• [Exercise details] Scan the material below for lines with the word "DRIVE". Reply with the count and no other words.

▽

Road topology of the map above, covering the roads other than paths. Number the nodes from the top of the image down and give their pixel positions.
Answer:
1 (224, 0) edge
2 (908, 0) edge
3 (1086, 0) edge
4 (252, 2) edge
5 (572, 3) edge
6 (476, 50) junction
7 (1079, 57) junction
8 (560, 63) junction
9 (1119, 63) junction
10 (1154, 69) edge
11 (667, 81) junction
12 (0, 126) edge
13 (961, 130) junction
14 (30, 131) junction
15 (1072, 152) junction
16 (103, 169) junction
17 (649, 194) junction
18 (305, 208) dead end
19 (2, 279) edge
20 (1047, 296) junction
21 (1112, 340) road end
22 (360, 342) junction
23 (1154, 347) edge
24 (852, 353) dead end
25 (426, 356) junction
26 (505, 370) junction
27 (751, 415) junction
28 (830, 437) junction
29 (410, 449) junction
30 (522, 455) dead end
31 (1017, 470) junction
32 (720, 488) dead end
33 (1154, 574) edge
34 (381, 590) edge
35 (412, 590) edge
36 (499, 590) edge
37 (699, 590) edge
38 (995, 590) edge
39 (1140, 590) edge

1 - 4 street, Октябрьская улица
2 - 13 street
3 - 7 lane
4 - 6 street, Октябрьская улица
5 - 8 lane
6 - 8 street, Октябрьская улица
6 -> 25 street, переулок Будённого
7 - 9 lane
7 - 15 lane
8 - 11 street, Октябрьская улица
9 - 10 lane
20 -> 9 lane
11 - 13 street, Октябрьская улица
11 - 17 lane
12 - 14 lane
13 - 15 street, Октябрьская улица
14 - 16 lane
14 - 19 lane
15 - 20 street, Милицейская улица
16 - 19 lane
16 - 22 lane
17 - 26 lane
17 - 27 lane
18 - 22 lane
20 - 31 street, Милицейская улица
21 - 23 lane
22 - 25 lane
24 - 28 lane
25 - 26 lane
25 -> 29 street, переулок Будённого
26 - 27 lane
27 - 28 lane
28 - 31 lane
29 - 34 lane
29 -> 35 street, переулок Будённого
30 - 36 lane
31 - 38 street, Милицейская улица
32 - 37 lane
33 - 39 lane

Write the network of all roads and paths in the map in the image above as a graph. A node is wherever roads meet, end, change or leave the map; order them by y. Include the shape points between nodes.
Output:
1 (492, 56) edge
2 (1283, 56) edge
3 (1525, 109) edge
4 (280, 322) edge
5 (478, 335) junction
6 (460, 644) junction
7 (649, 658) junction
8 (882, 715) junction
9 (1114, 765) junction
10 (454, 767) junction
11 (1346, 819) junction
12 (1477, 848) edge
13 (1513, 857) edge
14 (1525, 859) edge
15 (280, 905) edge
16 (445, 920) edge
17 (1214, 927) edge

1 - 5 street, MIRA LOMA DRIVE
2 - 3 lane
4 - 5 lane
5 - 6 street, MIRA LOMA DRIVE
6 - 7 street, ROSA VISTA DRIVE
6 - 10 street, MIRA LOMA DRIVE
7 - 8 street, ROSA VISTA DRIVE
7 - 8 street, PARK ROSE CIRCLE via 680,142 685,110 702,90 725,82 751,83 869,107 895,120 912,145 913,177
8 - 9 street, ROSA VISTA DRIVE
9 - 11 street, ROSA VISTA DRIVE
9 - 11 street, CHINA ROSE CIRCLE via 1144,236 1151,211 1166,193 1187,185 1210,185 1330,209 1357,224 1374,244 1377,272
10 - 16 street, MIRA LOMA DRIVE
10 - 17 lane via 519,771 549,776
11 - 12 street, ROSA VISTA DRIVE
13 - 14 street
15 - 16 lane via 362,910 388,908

△

• [Written answer] 9